* TASK INSTRUCTIONS
Word-for-word reproduction, images excluded: copy every entry below.

=== Section Start ===

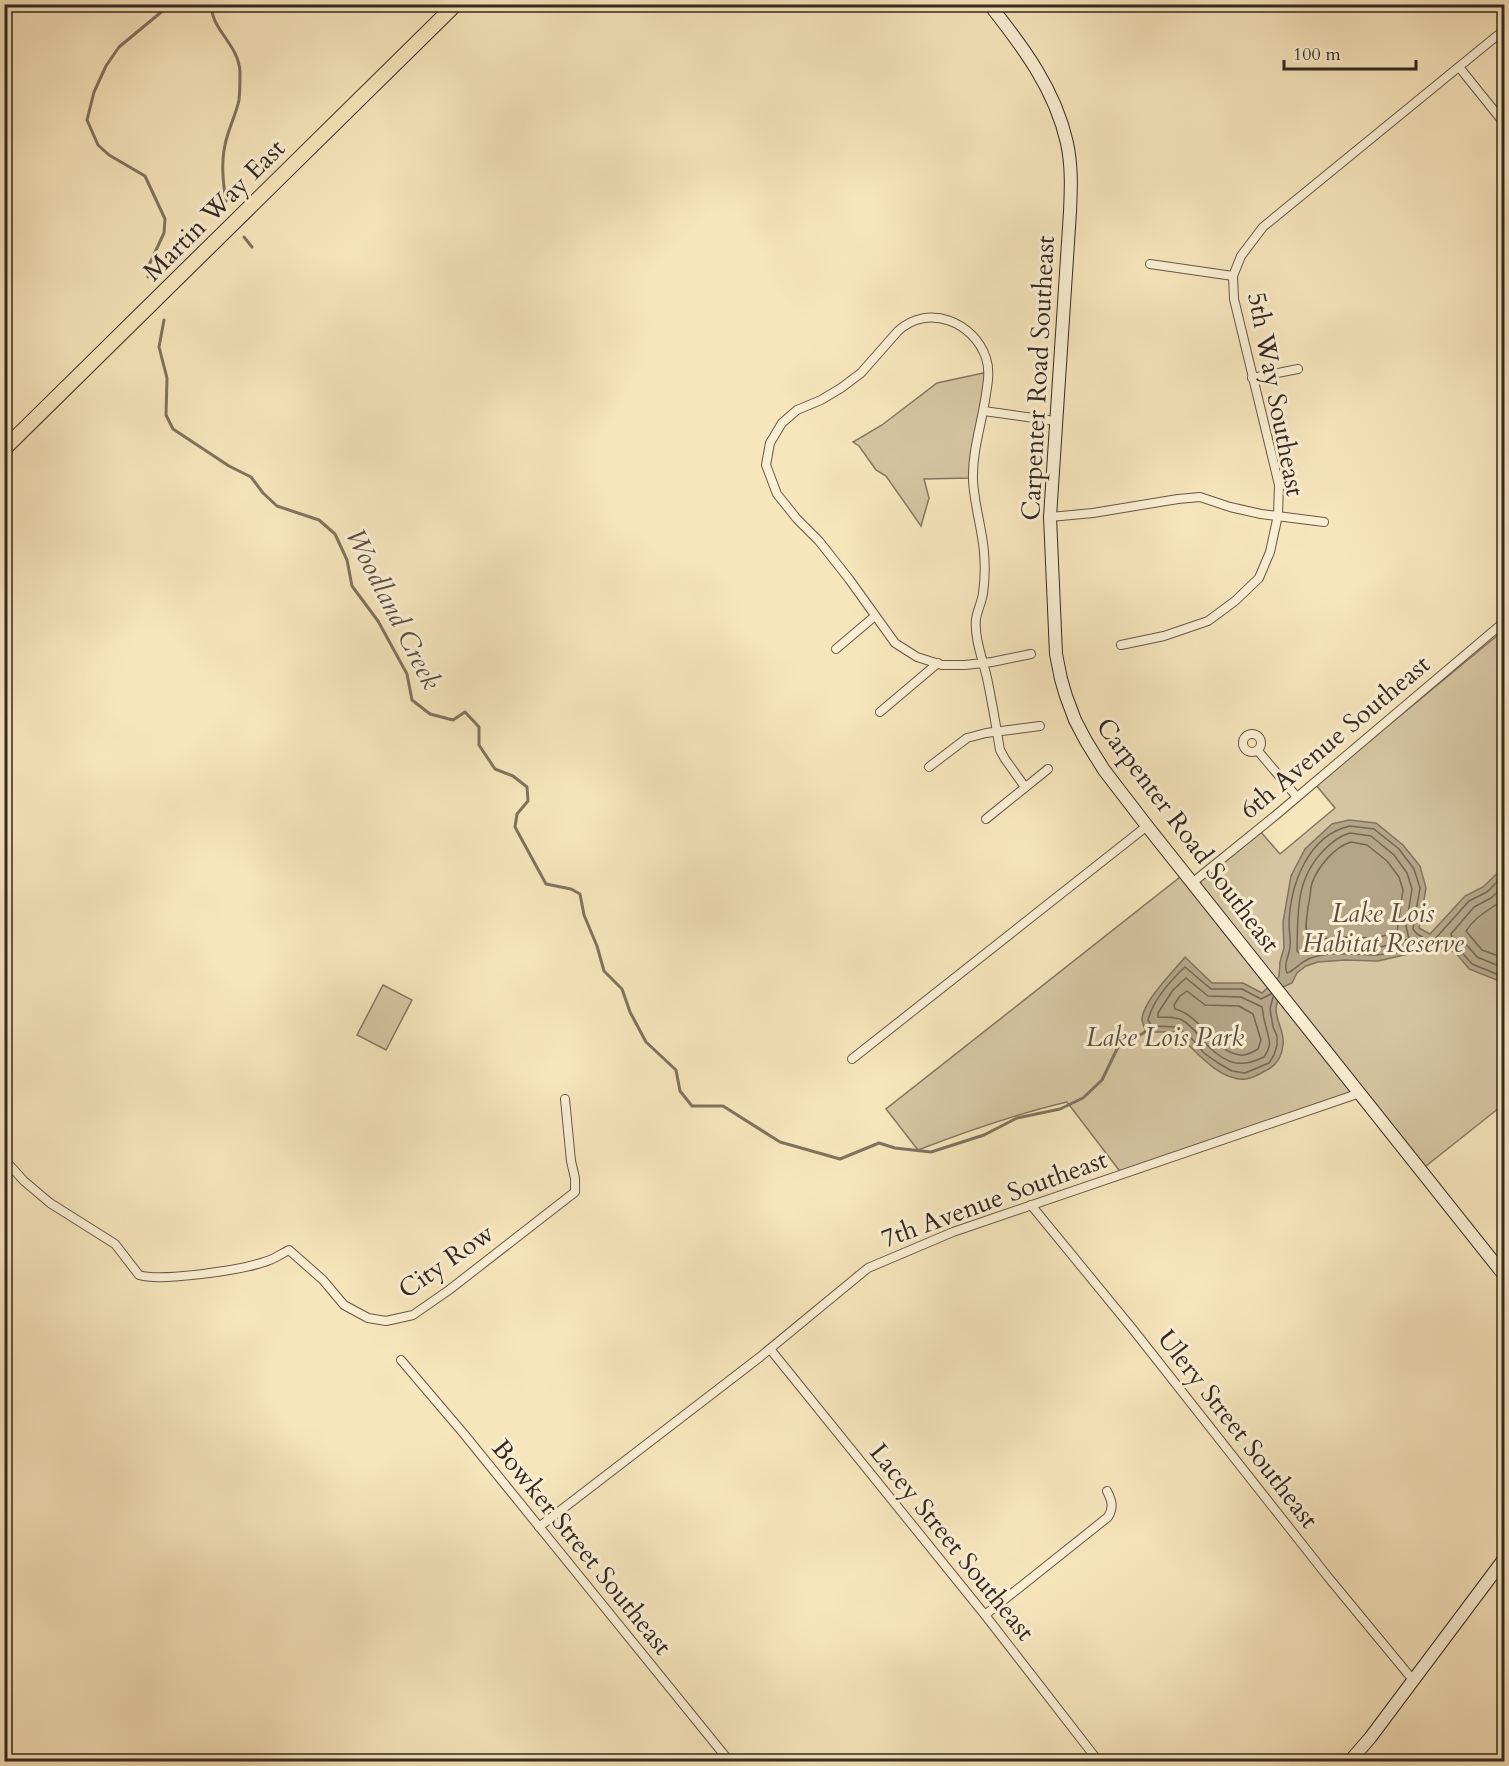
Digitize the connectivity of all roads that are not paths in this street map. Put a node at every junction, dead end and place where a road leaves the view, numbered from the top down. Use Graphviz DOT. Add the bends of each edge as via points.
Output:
graph roads {
  1 [pos="456,4"];
  2 [pos="989,4"];
  3 [pos="1504,30"];
  4 [pos="1459,67"];
  5 [pos="1504,123"];
  6 [pos="1150,264"];
  7 [pos="1233,276"];
  8 [pos="1298,369"];
  9 [pos="1252,378"];
  10 [pos="984,411"];
  11 [pos="1055,421"];
  12 [pos="4,450"];
  13 [pos="1278,515"];
  14 [pos="1050,517"];
  15 [pos="1324,522"];
  16 [pos="875,616"];
  17 [pos="1504,622"];
  18 [pos="1121,645"];
  19 [pos="836,649"];
  20 [pos="1031,654"];
  21 [pos="938,663"];
  22 [pos="983,663"];
  23 [pos="880,711"];
  24 [pos="1040,726"];
  25 [pos="997,732"];
  26 [pos="1258,751"];
  27 [pos="929,767"];
  28 [pos="1048,770"];
  29 [pos="1025,787"];
  30 [pos="1297,796"];
  31 [pos="986,819"];
  32 [pos="1147,826"];
  33 [pos="1192,883"];
  34 [pos="852,1059"];
  35 [pos="1360,1093"];
  36 [pos="565,1099"];
  37 [pos="4,1159"];
  38 [pos="1031,1205"];
  39 [pos="1504,1275"];
  40 [pos="770,1349"];
  41 [pos="401,1360"];
  42 [pos="1107,1491"];
  43 [pos="539,1527"];
  44 [pos="1504,1559"];
  45 [pos="985,1615"];
  46 [pos="1413,1680"];
  47 [pos="730,1761"];
  48 [pos="1099,1761"];
  49 [pos="1349,1761"];
  1 -- 12 [label="main road, Martin Way East"];
  2 -- 11 [label="main road, Carpenter Road Southeast" via="1043,79 1067,145 1070,212"];
  3 -- 4 [label="street, 5th Way Southeast"];
  4 -- 5 [label="street"];
  4 -- 7 [label="street, 5th Way Southeast" via="1263,227 1240,256"];
  6 -- 7 [label="street"];
  7 -- 9 [label="street, 5th Way Southeast" via="1234,299"];
  8 -- 9 [label="street"];
  9 -- 13 [label="street, 5th Way Southeast" via="1279,485"];
  10 -- 11 [label="street"];
  10 -- 16 [label="street" via="989,374 975,336 955,322 922,319 903,326 861,373 841,388 797,410 782,423 770,443 766,465 777,494"];
  10 -- 22 [label="street" via="974,453 973,479 984,552 983,594 976,620"];
  11 -- 14 [label="main road, Carpenter Road Southeast"];
  13 -- 14 [label="street, 5th Way Southeast" via="1200,497"];
  13 -- 15 [label="street"];
  13 -- 18 [label="street" via="1270,552 1259,578 1235,602 1208,621"];
  14 -- 32 [label="main road, Carpenter Road Southeast" via="1056,654 1061,680 1086,741"];
  16 -- 19 [label="street"];
  16 -- 21 [label="street" via="895,643 917,657"];
  17 -- 30 [label="street, 6th Avenue Southeast"];
  20 -- 22 [label="street"];
  21 -- 22 [label="street"];
  21 -- 23 [label="street"];
  22 -- 25 [label="street"];
  24 -- 25 [label="street"];
  25 -- 27 [label="street" via="967,738"];
  25 -- 29 [label="street" via="1000,750"];
  26 -- 30 [label="street"];
  28 -- 29 [label="street"];
  29 -- 31 [label="street"];
  30 -- 33 [label="street, 6th Avenue Southeast"];
  32 -- 33 [label="main road, Carpenter Road Southeast"];
  32 -- 34 [label="street"];
  33 -- 35 [label="main road, Carpenter Road Southeast"];
  35 -- 38 [label="street, 7th Avenue Southeast"];
  35 -- 39 [label="main road, Carpenter Road Southeast"];
  36 -- 37 [label="street, City Row" via="575,1192 413,1315 386,1321 368,1318 344,1305 289,1250 266,1262 234,1269 163,1277 139,1275 115,1244 50,1203"];
  38 -- 40 [label="street, 7th Avenue Southeast" via="868,1268"];
  38 -- 46 [label="street, Ulery Street Southeast"];
  40 -- 43 [label="street, 7th Avenue Southeast"];
  40 -- 45 [label="street, Lacey Street Southeast"];
  41 -- 43 [label="street, Bowker Street Southeast"];
  42 -- 45 [label="street" via="1112,1503 1108,1517"];
  43 -- 47 [label="street, Bowker Street Southeast"];
  44 -- 46 [label="main road"];
  45 -- 48 [label="street, Lacey Street Southeast"];
  46 -- 49 [label="main road"];
}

=== Section End ===

* ANSWER FOR THIS EXERCISE
Digitize the connectivity of all roads that are not paths in this street map. Put a node at every junction, dead end and place where a road leaves the view, numbered from the top down. Use Graphviz DOT. Add the bends of each edge as via points.
Output:
graph roads {
  1 [pos="456,4"];
  2 [pos="989,4"];
  3 [pos="1504,30"];
  4 [pos="1459,67"];
  5 [pos="1504,123"];
  6 [pos="1150,264"];
  7 [pos="1233,276"];
  8 [pos="1298,369"];
  9 [pos="1252,378"];
  10 [pos="984,411"];
  11 [pos="1055,421"];
  12 [pos="4,450"];
  13 [pos="1278,515"];
  14 [pos="1050,517"];
  15 [pos="1324,522"];
  16 [pos="875,616"];
  17 [pos="1504,622"];
  18 [pos="1121,645"];
  19 [pos="836,649"];
  20 [pos="1031,654"];
  21 [pos="938,663"];
  22 [pos="983,663"];
  23 [pos="880,711"];
  24 [pos="1040,726"];
  25 [pos="997,732"];
  26 [pos="1258,751"];
  27 [pos="929,767"];
  28 [pos="1048,770"];
  29 [pos="1025,787"];
  30 [pos="1297,796"];
  31 [pos="986,819"];
  32 [pos="1147,826"];
  33 [pos="1192,883"];
  34 [pos="852,1059"];
  35 [pos="1360,1093"];
  36 [pos="565,1099"];
  37 [pos="4,1159"];
  38 [pos="1031,1205"];
  39 [pos="1504,1275"];
  40 [pos="770,1349"];
  41 [pos="401,1360"];
  42 [pos="1107,1491"];
  43 [pos="539,1527"];
  44 [pos="1504,1559"];
  45 [pos="985,1615"];
  46 [pos="1413,1680"];
  47 [pos="730,1761"];
  48 [pos="1099,1761"];
  49 [pos="1349,1761"];
  1 -- 12 [label="main road, Martin Way East"];
  2 -- 11 [label="main road, Carpenter Road Southeast" via="1043,79 1067,145 1070,212"];
  3 -- 4 [label="street, 5th Way Southeast"];
  4 -- 5 [label="street"];
  4 -- 7 [label="street, 5th Way Southeast" via="1263,227 1240,256"];
  6 -- 7 [label="street"];
  7 -- 9 [label="street, 5th Way Southeast" via="1234,299"];
  8 -- 9 [label="street"];
  9 -- 13 [label="street, 5th Way Southeast" via="1279,485"];
  10 -- 11 [label="street"];
  10 -- 16 [label="street" via="989,374 975,336 955,322 922,319 903,326 861,373 841,388 797,410 782,423 770,443 766,465 777,494"];
  10 -- 22 [label="street" via="974,453 973,479 984,552 983,594 976,620"];
  11 -- 14 [label="main road, Carpenter Road Southeast"];
  13 -- 14 [label="street, 5th Way Southeast" via="1200,497"];
  13 -- 15 [label="street"];
  13 -- 18 [label="street" via="1270,552 1259,578 1235,602 1208,621"];
  14 -- 32 [label="main road, Carpenter Road Southeast" via="1056,654 1061,680 1086,741"];
  16 -- 19 [label="street"];
  16 -- 21 [label="street" via="895,643 917,657"];
  17 -- 30 [label="street, 6th Avenue Southeast"];
  20 -- 22 [label="street"];
  21 -- 22 [label="street"];
  21 -- 23 [label="street"];
  22 -- 25 [label="street"];
  24 -- 25 [label="street"];
  25 -- 27 [label="street" via="967,738"];
  25 -- 29 [label="street" via="1000,750"];
  26 -- 30 [label="street"];
  28 -- 29 [label="street"];
  29 -- 31 [label="street"];
  30 -- 33 [label="street, 6th Avenue Southeast"];
  32 -- 33 [label="main road, Carpenter Road Southeast"];
  32 -- 34 [label="street"];
  33 -- 35 [label="main road, Carpenter Road Southeast"];
  35 -- 38 [label="street, 7th Avenue Southeast"];
  35 -- 39 [label="main road, Carpenter Road Southeast"];
  36 -- 37 [label="street, City Row" via="575,1192 413,1315 386,1321 368,1318 344,1305 289,1250 266,1262 234,1269 163,1277 139,1275 115,1244 50,1203"];
  38 -- 40 [label="street, 7th Avenue Southeast" via="868,1268"];
  38 -- 46 [label="street, Ulery Street Southeast"];
  40 -- 43 [label="street, 7th Avenue Southeast"];
  40 -- 45 [label="street, Lacey Street Southeast"];
  41 -- 43 [label="street, Bowker Street Southeast"];
  42 -- 45 [label="street" via="1112,1503 1108,1517"];
  43 -- 47 [label="street, Bowker Street Southeast"];
  44 -- 46 [label="main road"];
  45 -- 48 [label="street, Lacey Street Southeast"];
  46 -- 49 [label="main road"];
}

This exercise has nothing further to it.